Scholen mogen sociale media niet zomaar gebruiken. De Autoriteit Persoonsgegevens concludeert dat dat alleen mag als onderwijsinstellingen 'duidelijke afspraken maken' met zulke bedrijven over wat die met de gegevens doen.
De Nederlandse privacytoezichthouder deed onderzoek naar de inzet van sociale media door een niet nader genoemde onderwijsinstelling. Die wilde sociale media inzetten als marketingkanaal, maar vroeg eerst advies bij de AP. Die concludeert nu dat dat niet zomaar is toegestaan. Hoewel de AP geen onderzoek deed naar het specifieke netwerk, concludeert de toezichthouder dat er algemene regels zijn waaraan scholen zich moeten houden.
Scholen zouden daarom afspraken moeten maken met platforms. In die afspraken moeten 'de risico's gemitigeerd worden'. Zulke afspraken draaien onder andere om de manier waarop en de locatie waar socialemediabedrijven data opslaan, of wat er gebeurt als een betrokkene een foto verwijderd wil hebben. "Je moet weten waar je kunt aankloppen als jij je recht wil halen. Is dat bij je school of universiteit? Of is dat bij het socialemediabedrijf? Dat moet duidelijk zijn", zegt AP-voorzitter Aleid Wolfsen.
Die afspraken moeten scholen altijd maken, ook als er bijvoorbeeld toestemming wordt gevraagd aan betrokkenen. Dat gebeurde in dit geval tijdens het onderzoek, maar volgens de AP is dat niet altijd genoeg om toch volgens de AVG sociale media te mogen gebruiken.

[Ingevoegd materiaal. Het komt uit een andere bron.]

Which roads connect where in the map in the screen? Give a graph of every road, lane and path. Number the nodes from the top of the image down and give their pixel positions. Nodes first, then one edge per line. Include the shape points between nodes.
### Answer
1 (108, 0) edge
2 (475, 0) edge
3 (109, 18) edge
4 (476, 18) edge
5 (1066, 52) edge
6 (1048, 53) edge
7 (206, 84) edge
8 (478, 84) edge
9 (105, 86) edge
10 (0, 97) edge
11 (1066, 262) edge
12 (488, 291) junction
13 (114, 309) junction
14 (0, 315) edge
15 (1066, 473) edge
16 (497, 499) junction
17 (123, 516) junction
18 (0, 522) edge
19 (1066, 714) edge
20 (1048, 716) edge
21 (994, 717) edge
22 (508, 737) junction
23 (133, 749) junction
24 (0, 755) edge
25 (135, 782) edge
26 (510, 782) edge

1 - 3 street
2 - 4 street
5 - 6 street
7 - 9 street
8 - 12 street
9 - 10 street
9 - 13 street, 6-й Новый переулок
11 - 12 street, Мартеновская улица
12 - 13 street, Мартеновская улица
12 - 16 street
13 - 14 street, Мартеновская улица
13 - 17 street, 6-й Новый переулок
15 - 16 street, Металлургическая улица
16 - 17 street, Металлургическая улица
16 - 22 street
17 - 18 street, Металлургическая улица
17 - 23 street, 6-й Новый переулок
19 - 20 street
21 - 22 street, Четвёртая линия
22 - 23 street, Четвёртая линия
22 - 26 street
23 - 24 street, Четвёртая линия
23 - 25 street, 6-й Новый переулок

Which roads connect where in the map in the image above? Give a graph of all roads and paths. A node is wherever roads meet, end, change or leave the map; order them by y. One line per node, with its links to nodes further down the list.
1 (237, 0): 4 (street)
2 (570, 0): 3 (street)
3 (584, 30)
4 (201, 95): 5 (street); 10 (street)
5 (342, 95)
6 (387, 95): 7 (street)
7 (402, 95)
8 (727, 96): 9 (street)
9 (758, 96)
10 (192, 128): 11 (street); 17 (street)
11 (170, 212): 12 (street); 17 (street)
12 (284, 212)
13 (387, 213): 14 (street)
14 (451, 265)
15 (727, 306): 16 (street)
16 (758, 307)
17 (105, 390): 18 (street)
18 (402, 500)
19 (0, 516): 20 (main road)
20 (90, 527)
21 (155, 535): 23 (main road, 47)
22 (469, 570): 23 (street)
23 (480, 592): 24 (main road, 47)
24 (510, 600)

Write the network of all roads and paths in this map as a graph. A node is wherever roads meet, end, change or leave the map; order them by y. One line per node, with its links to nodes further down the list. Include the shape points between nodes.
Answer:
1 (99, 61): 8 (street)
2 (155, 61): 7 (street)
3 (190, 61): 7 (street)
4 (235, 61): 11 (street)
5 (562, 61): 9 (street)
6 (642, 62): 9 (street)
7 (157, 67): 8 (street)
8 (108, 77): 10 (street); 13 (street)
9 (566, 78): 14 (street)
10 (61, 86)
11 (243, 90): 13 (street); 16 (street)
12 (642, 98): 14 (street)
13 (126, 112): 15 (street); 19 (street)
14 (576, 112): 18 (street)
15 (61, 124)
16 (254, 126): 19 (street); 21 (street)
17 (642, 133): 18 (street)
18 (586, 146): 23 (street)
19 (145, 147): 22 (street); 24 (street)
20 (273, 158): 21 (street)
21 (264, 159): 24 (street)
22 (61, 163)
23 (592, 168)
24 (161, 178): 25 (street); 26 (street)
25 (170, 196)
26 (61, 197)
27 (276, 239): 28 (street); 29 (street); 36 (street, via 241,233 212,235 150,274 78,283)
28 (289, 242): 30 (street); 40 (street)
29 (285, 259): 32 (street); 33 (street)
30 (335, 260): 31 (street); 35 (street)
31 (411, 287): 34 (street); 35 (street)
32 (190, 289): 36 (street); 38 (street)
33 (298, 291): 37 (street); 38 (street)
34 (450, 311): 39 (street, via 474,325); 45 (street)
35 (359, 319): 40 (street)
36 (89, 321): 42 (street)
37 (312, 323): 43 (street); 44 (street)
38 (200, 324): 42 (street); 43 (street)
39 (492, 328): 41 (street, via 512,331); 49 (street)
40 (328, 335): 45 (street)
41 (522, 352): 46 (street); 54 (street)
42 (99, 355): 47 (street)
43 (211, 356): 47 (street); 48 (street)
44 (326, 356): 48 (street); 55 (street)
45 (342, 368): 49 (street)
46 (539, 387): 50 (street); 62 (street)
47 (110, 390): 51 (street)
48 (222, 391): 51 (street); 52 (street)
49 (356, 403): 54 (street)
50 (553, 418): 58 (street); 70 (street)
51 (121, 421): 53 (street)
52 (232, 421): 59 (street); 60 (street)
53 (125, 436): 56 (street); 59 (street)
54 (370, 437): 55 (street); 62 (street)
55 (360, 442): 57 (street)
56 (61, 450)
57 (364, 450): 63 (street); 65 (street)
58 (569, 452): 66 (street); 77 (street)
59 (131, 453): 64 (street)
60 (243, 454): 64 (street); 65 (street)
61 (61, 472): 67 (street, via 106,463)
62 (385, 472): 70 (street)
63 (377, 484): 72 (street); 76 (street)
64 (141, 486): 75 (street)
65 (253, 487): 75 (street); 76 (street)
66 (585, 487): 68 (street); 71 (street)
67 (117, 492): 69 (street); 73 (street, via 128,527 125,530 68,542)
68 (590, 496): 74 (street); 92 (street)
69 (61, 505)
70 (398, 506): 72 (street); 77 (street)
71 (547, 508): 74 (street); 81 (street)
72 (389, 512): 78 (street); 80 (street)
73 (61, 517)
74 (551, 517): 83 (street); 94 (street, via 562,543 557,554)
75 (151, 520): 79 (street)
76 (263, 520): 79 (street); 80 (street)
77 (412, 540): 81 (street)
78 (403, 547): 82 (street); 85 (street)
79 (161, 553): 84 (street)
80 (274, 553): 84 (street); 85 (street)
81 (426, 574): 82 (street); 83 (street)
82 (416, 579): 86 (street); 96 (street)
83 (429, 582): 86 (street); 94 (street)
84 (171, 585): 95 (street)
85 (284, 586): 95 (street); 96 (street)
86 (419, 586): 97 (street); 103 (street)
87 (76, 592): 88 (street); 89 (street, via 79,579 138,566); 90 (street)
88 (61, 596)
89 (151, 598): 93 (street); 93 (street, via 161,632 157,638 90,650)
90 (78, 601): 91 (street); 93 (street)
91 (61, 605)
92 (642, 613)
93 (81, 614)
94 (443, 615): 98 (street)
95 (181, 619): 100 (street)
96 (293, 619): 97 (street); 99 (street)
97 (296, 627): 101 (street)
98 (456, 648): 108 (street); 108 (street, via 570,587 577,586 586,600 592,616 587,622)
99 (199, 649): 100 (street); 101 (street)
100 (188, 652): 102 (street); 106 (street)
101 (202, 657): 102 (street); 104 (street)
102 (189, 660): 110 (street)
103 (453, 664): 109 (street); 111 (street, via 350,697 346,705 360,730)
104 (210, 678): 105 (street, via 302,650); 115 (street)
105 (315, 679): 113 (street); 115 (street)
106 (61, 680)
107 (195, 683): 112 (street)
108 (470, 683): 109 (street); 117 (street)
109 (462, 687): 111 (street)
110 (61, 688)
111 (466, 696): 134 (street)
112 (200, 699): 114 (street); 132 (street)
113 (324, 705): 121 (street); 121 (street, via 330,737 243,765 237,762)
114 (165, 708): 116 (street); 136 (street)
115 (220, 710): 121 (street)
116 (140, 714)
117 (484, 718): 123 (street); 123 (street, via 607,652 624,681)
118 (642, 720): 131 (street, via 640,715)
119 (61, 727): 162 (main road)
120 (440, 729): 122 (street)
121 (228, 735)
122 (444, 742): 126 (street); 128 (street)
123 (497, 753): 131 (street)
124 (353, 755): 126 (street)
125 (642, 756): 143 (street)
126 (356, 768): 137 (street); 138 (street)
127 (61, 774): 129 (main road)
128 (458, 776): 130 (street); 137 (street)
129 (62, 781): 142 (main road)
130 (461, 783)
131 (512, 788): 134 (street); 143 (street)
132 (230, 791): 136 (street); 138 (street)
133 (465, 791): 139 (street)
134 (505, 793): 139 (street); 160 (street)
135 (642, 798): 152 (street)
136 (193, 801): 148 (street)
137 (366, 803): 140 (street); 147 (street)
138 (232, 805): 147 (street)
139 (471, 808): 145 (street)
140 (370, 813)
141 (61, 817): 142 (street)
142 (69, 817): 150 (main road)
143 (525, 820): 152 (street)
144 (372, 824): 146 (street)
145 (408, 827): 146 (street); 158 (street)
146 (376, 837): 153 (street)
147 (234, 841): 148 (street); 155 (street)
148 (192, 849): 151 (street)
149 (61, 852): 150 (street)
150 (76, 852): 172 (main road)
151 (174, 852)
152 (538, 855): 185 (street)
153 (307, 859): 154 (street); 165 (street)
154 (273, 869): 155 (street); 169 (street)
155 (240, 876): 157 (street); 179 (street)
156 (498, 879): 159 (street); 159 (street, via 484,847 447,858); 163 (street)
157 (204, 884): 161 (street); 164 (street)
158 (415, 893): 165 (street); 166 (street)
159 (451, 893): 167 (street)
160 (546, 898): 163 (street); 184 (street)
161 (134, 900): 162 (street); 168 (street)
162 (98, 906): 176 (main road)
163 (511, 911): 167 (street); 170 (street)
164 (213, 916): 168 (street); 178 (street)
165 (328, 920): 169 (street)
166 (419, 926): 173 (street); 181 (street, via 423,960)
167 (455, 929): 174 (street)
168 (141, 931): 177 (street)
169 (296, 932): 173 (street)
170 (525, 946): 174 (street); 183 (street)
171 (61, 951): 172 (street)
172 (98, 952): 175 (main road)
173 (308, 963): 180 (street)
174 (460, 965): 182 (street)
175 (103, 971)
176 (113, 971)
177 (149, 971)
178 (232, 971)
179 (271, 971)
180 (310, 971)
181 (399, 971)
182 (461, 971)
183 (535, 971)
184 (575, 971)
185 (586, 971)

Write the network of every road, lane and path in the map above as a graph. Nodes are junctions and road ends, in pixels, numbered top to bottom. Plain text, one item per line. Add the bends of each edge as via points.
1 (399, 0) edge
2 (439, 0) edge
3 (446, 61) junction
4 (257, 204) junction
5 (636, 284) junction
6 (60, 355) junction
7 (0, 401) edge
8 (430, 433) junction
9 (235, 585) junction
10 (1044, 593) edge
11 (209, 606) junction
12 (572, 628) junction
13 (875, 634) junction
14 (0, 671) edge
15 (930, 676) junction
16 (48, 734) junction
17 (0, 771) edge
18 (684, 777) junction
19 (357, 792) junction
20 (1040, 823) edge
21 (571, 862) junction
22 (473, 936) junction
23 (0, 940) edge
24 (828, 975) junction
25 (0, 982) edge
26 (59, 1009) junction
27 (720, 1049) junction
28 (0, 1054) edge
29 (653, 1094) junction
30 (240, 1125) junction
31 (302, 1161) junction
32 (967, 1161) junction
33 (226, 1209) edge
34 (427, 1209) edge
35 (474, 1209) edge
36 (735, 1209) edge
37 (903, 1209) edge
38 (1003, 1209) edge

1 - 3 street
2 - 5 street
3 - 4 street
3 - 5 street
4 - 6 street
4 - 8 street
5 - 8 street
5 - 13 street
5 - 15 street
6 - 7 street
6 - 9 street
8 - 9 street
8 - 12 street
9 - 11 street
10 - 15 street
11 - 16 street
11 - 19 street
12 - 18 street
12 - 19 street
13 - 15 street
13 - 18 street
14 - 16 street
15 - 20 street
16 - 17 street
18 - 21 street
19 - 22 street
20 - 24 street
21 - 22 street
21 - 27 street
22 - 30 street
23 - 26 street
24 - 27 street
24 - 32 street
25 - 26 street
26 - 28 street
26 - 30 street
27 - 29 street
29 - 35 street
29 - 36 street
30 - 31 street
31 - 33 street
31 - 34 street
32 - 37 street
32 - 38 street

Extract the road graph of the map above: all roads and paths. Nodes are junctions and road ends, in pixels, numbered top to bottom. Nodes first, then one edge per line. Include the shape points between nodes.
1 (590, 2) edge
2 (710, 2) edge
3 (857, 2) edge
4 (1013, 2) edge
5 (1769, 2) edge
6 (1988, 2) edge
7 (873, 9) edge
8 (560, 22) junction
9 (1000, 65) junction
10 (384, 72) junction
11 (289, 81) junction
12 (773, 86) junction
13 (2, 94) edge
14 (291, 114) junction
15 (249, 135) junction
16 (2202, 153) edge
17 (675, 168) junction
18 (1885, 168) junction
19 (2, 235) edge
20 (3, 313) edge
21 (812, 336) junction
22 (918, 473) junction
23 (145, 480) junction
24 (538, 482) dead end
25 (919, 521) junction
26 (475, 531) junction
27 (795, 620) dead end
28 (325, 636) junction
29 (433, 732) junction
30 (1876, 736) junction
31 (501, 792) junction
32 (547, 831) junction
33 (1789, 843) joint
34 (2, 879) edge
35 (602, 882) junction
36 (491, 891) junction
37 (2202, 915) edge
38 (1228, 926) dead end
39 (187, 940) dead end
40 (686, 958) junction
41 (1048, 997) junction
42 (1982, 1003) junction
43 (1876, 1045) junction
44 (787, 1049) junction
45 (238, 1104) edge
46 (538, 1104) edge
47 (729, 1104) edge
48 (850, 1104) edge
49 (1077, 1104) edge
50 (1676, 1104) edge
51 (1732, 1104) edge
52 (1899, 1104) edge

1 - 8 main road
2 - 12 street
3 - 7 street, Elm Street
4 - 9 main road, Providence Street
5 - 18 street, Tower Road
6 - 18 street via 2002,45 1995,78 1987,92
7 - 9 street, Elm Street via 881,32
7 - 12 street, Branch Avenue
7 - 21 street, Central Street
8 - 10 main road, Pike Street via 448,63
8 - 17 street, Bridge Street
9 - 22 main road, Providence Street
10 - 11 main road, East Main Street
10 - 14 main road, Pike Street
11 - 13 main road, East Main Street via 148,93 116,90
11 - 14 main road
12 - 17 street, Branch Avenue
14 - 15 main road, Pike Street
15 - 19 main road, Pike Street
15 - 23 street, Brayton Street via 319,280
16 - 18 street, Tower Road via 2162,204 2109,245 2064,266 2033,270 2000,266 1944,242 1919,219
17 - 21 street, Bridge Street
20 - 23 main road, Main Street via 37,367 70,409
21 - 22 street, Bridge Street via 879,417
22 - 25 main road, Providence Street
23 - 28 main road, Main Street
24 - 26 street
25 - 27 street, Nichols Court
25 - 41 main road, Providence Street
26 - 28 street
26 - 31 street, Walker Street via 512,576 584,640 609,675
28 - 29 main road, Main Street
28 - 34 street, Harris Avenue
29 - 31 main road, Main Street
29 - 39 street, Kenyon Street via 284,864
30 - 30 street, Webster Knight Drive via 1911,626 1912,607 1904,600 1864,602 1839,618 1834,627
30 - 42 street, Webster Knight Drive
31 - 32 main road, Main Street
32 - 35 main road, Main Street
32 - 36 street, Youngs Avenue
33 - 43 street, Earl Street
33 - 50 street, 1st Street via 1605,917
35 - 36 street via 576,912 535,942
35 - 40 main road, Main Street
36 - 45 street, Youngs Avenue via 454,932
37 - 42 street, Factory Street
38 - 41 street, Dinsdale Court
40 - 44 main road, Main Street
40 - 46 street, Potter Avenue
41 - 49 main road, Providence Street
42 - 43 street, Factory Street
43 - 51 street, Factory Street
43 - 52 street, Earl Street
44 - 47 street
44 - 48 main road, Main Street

De AP merkt op dat de uitspraak direct van toepassing is op alle onderwijsinstellingen in Nederland. Dat betekent in de praktijk dat veel scholen zullen moeten stoppen met sociale media, tenzij ze dergelijke concrete afspraken maken. Dat is niet onmogelijk, zegt ook de AP. In het verleden wisten twee grote onderwijskoepels, SURF en Sivon, afspraken te maken met Google. Dat bedrijf paste G Suite for Education na die afspraken aan, hoewel dat proces enkele jaren heeft geduurd.